Animal

Animal Jokes

What's the difference between Tyler and a rooster? A rooster says, "cock-a-doodle-doo," Tyler says, "any cock will do."

Why do four polish heteroflexable men like to suck on four of the cow's udders? Because a bull has only one.

Why did the chicken cross the road? Because it was emotionally distressed after a break up and wanted to find some help at his friend's pen. In the end, he was run over by a car, marking a sad end to what might have been a good chicken's life.

A lion, Johnny Depp, and a hockey player from Nashville all have one thing in common.

They're all Predators!

A duck walks into a bar. The duck says to the bartender, "Hey bartender, got any bread?" The bartender says, "No." Then the duck says, "Hey bartender, got any bread?" The bartender says, "NO!" The duck says, "Hey bartender, got any bread?" The bartender says, "No, and if you say that one more time I will nail your bill to this bar!" The duck says, "Hey bartender, got any nails?" The bartender says, "No." The duck says, "Well then, bartender, got any bread?"

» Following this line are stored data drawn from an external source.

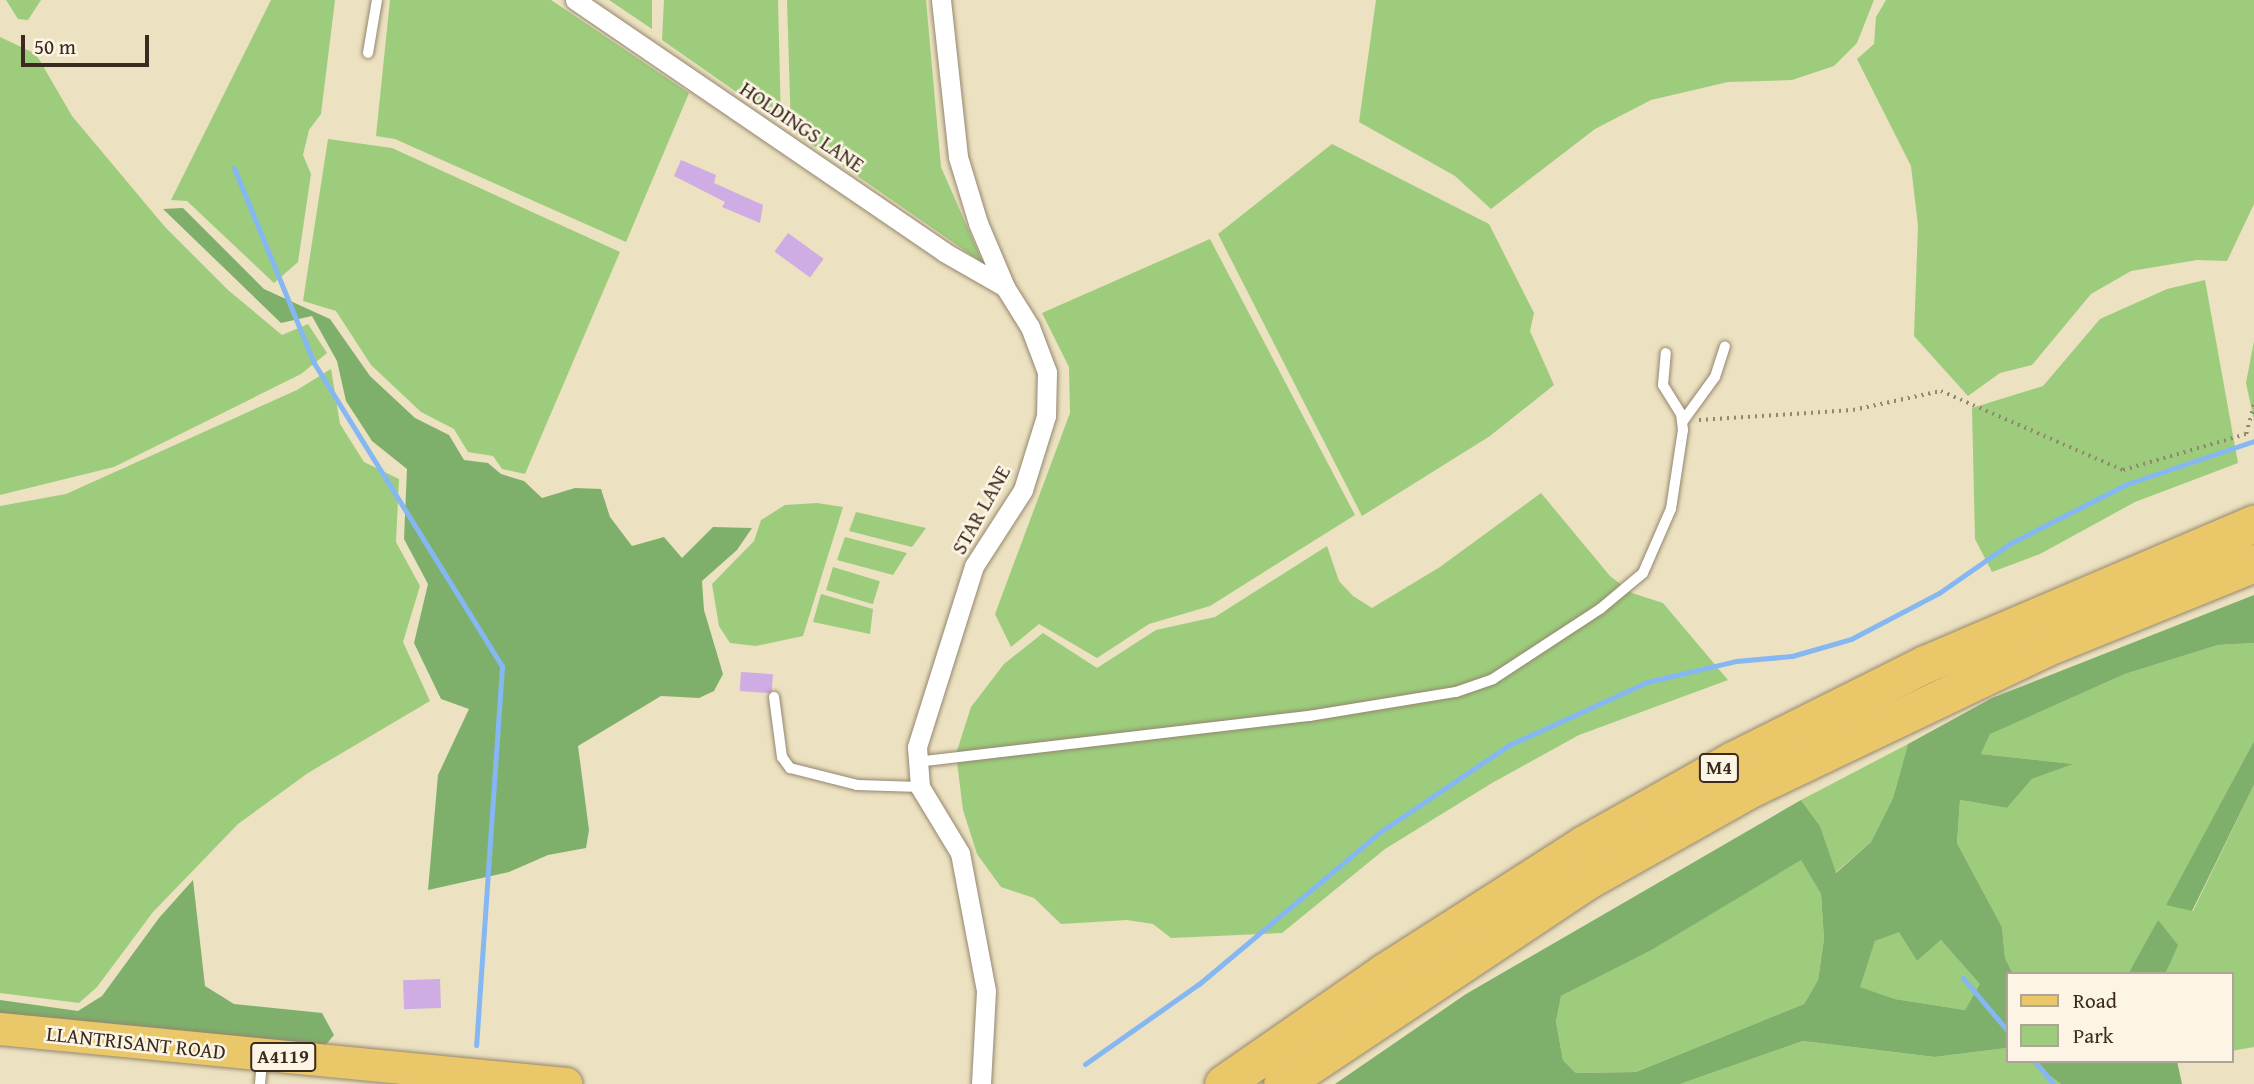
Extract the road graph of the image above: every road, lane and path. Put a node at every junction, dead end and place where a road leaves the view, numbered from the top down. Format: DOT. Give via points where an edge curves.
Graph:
graph roads {
  1 [pos="377,0"];
  2 [pos="575,0"];
  3 [pos="941,0"];
  4 [pos="368,53"];
  5 [pos="1005,287"];
  6 [pos="1725,347"];
  7 [pos="1667,353"];
  8 [pos="2254,404"];
  9 [pos="1683,421"];
  10 [pos="2254,524"];
  11 [pos="2254,563"];
  12 [pos="774,697"];
  13 [pos="917,762"];
  14 [pos="920,787"];
  15 [pos="0,1029"];
  16 [pos="261,1070"];
  17 [pos="566,1084"];
  18 [pos="981,1084"];
  19 [pos="1223,1084"];
  20 [pos="1282,1084"];
  1 -- 4 [label="lane"];
  2 -- 5 [label="street, HOLDINGS LANE" via="944,252"];
  3 -- 5 [label="street, STAR LANE" via="958,157 978,223"];
  5 -- 13 [label="street, STAR LANE" via="1030,327 1047,372 1046,416 1023,490 974,566 922,721"];
  6 -- 9 [label="lane" via="1715,377"];
  7 -- 9 [label="lane" via="1663,385"];
  8 -- 9 [label="path" via="2246,434 2123,470 1941,391 1853,410"];
  9 -- 13 [label="lane" via="1671,509 1643,573 1600,609 1493,679 1456,692 1309,716"];
  10 -- 19 [label="highway, M4" via="1925,664 1733,760 1584,844 1384,972"];
  11 -- 20 [label="highway, M4" via="2045,648 1754,787 1588,880"];
  12 -- 14 [label="lane" via="782,757 790,768 857,785"];
  13 -- 14 [label="street, STAR LANE"];
  14 -- 18 [label="street, STAR LANE" via="960,853 986,991"];
  15 -- 16 [label="main road, LLANTRISANT ROAD / A4119"];
  16 -- 17 [label="main road, LLANTRISANT ROAD / A4119"];
}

Today I learned that on average, humans eat more bananas than monkeys.

This is partially due to the fact that most humans don’t like the taste of monkey.

I was sitting in a bar one day and two really large women came in, talking in an interesting accent. So I said, "Cool accent, are you two ladies from Ireland?" One of them snarled at me, "It's Wales, Dumbo!" So I corrected myself, "My apologies, so are you two whales from Ireland?"